Thirty-five years ago, I worked in a mailroom at a company outside New York City. It was a busy job, but it afforded wonderfully long breaks twice a day where employees would drink coffee and chit-chat. On one particular morning, one of my co-workers was reading one of the tabloids and told us of an article that suggested mosquitoes could spread AIDS. The apocalypse was upon us, he exclaimed, and tossed the paper on the table. I read the story and, indeed, the people quoted were concerned about the possibility of the spread of AIDS by insect bites, but the scientists quoted were dubious. I mentioned that part of the story to my co-worker, and he erupted.
“You don’t know!” he said. “Scientists don’t know anything about this disease!”
He wasn’t the only one to share that sentiment. A pair of White House lawyers, when tasked with writing a briefing memo on AIDS for then President Ronald Reagan, explicitly stated: “There is much to commend the view that we should assume AIDS can be transmitted through casual or routine contact, as is true with many viruses, until it is demonstrated that it cannot be, and no scientist has said AIDS definitely cannot be so transmitted.”
As it turned out, they were wrong. AIDS is a blood-borne virus that can’t be transmitted casually, but the truth didn’t stop Americans in the mid-80s to succumbing to their worst fears and helping usher a dark period of discrimination and prejudice. These were smart, responsible Americans. My co-worker went on to be a police officer, and one of the authors of the AIDS memo went on to become the chief justice of the Supreme Court.
So, here we are again. The world is gripped in terror over something that has exceeded the comprehension of the smartest human beings, and the greater population has been given the green light to freak out.
Don’t misunderstand me. COVID-19 is a deadly, incredibly contagious disease that has killed hundreds of thousands and crippled the world economy. All measures should be taken to prevent the spread of this modern plague.
What I don’t understand is the polarizing fear and hostility expressed by so many during this crisis. Just take a stroll through some of the comments on social media. Try walking through a supermarket with a mask on. Or, try walking through a supermarket without one. Wearing a mask in one recent trip to the store, I was exposed to two kinds of people: A mask-wearing group furious when I broke six-foot social distancing boundary, and a group apparently disgusted with people wearing masks, stepping over the line with abandon. I had one unmasked guy talk to me a foot away from my face, absolutely delighting in breaking my personal space, and what bugged me the most was not the possibility of catching the coronavirus but the apparent passive-aggressive glee the act spawned.
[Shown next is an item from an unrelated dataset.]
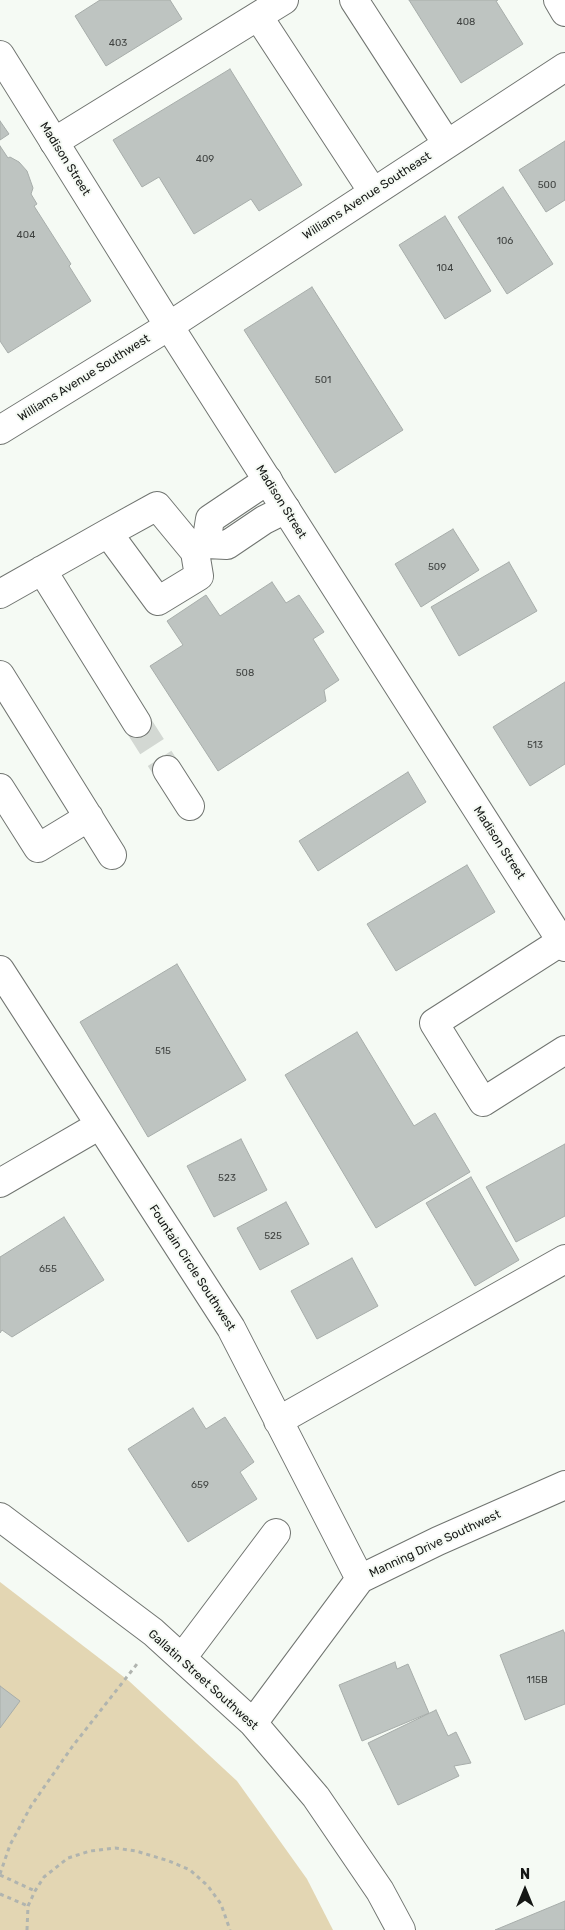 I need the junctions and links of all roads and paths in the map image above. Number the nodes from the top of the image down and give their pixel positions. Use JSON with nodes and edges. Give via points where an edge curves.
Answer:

People are tense and for good reason. But, do you think losing your senses and letting your worst instincts get the better of you is going to carry you through this crisis? What happened to “keep calm and carry on” or “the only thing we have to fear is fear itself?”
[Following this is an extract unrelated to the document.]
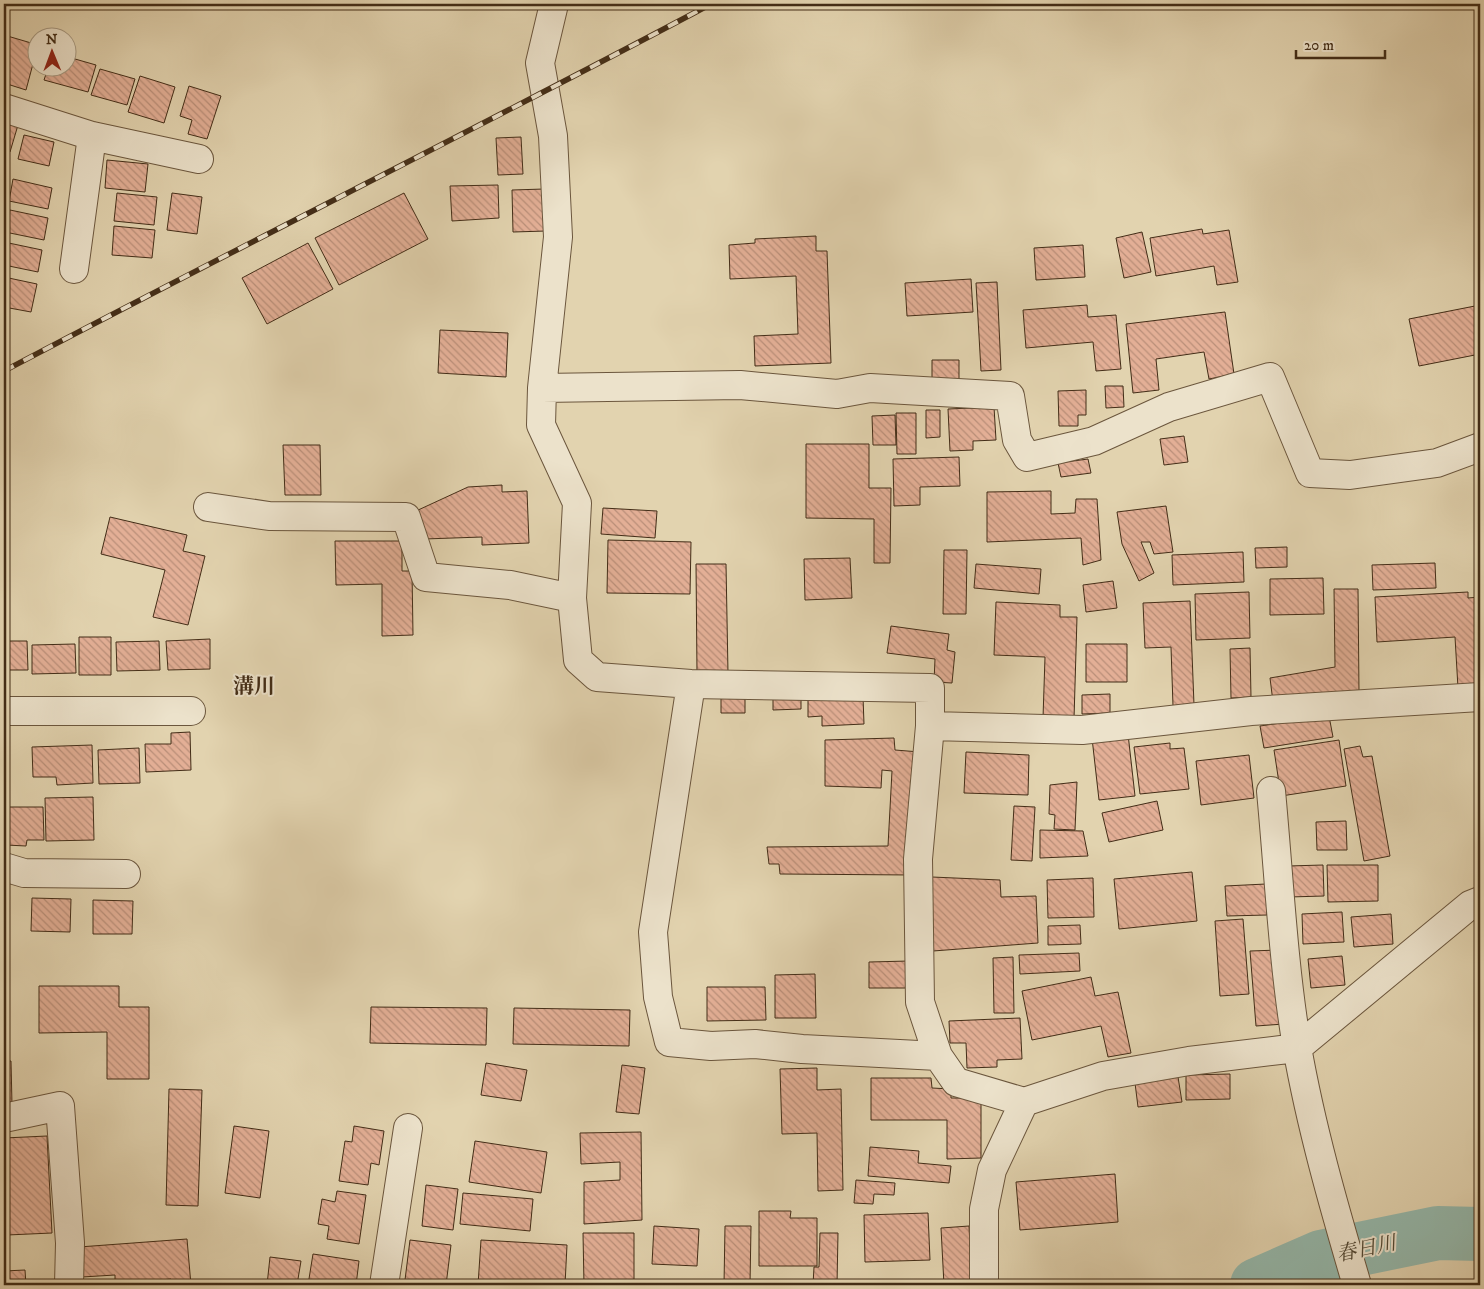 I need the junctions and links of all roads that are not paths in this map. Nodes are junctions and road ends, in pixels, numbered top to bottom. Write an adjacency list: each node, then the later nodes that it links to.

Even the smartest among us are not immune to their fears getting to them. I know this successful communications professional who is a master at compiling data to help companies strategically position for the future. His way of working through this crisis was to crunch the data to get a picture of what things are going to look like in the coming weeks. And, guess what? It isn’t pretty.
Here’s what I do know: No matter what the future holds, people rely on mutual aid to get through the worst times. It’s why our primordial forefathers huddled by the fires and why communities were built and currently sustain us.
Several years ago, I wrote in The Observer about the Japanese ideal of community called keiyakuko and how that spirit helped towns and villages wiped off the map by the tsunami of 2011 pull together and survive until help arrived. I challenge Suffield to take measure of its keiyakuko in preparation of difficult times to come. Those times are now.
I’m not going to judge the people who taunt, mock or bully people online. I’m not going to condemn the ones that hoard basic necessities like toilet paper as a hedge against the apocalypse. I’m not going to reprimand those who use this crisis as fodder in pointless political discussions.
Instead, I’m going to ask you to help when and where you can help, even if it’s only once, and try to remember, that you are not alone in these trials.
We are all in this together, even if we have to stay six feet apart in public.